If it's clean or a little dirty, however, you want to characterise it, if the Indian government accepts that, then that's fine with us -- if the US and Indian government (accepts it) I should say. We are all about in making sure that both political sides of the equation are satisfied so we can get it through now without any delay. We think the enemy is delay because we think that the opposition would just like to drag this on until some of the underlying political realities have changed. And, then just like with the civil rights legislation years ago, all of a sudden, what has been an extraordinary piece of legislation could not have taken place had there not been certain acts of courage along the way. So, that's very much how we see it.

Essentially what you'll are looking for now is that with the constraints of the Congressional calendar, the logistics behind it and everything else, that all of these people get their act together and that it quickly comes back to the Congress so that you guys can get to work on it with the lawmakers and the leadership?

September 8, it's supposed to be back in front of the Congress. That's when Congress comes back in session and everything should be done. If there are still debates going on at the NSG and no vote has been taken or no consensus has been taken, then I think it is going to be very difficult. But we are confident. The administration has told us that they believe it will be ready and they are asking for basically a clean bill -- no conditions or the most minimal conditions which would be acceptable to the Indians.

So, all I can say is that's what we are preparing ourselves for. We realize that when it hits the ground that the clock is ticking and it's a very short period of time. So, we are deployed across the country, meeting with all these Congressmen in their districts, trying to get the world to them, that the clock is ticking on this extraordinary piece of legislation. We have worked the better part of two-and-a-half years on this.

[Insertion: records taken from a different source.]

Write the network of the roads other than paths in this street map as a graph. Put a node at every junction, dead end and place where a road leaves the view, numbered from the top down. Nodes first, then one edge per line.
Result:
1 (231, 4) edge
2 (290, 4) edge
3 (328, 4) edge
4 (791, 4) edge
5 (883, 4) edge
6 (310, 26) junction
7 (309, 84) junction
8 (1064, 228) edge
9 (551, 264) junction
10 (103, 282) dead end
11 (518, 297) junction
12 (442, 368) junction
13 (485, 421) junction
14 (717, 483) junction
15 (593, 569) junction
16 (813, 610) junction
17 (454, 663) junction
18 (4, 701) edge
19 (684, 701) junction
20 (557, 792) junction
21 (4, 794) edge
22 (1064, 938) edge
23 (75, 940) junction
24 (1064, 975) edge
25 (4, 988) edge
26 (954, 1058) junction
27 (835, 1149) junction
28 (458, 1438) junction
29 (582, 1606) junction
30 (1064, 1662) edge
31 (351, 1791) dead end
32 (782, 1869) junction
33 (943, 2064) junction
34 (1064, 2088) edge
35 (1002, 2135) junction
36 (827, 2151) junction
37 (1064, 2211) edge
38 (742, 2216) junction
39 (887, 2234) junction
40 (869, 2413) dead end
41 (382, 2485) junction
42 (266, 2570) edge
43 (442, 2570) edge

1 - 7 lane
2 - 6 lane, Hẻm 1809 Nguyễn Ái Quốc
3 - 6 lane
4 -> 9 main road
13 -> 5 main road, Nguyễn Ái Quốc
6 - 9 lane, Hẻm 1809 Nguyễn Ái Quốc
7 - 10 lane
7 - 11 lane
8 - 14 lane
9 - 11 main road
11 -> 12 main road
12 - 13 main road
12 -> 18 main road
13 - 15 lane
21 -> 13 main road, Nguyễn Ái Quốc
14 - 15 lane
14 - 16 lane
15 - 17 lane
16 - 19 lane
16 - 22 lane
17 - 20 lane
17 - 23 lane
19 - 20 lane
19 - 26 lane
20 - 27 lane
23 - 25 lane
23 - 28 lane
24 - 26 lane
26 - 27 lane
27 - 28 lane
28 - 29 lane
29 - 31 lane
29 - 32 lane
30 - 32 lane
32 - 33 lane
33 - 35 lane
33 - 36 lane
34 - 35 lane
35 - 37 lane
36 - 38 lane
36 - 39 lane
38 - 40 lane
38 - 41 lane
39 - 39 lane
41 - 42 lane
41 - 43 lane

Before the Henry Hyde Act passed we were already at it and all during this period in-between, we were trying to blow as much wind on the embers as we could to see, that essentially it happened. We all stayed up all night long watching the Indian political process evolve and all of us were extremely exicted and proud of Dr Singh's profile of courage. So, our firm has pulled out all the stops and we know that we are in the last mile right now and so there's a full court press by our firm, by industry, by the foreign policy experts, the people who care about the India-US relationship -- I mean this is an extraordinary joint effort. And, so, I am confident.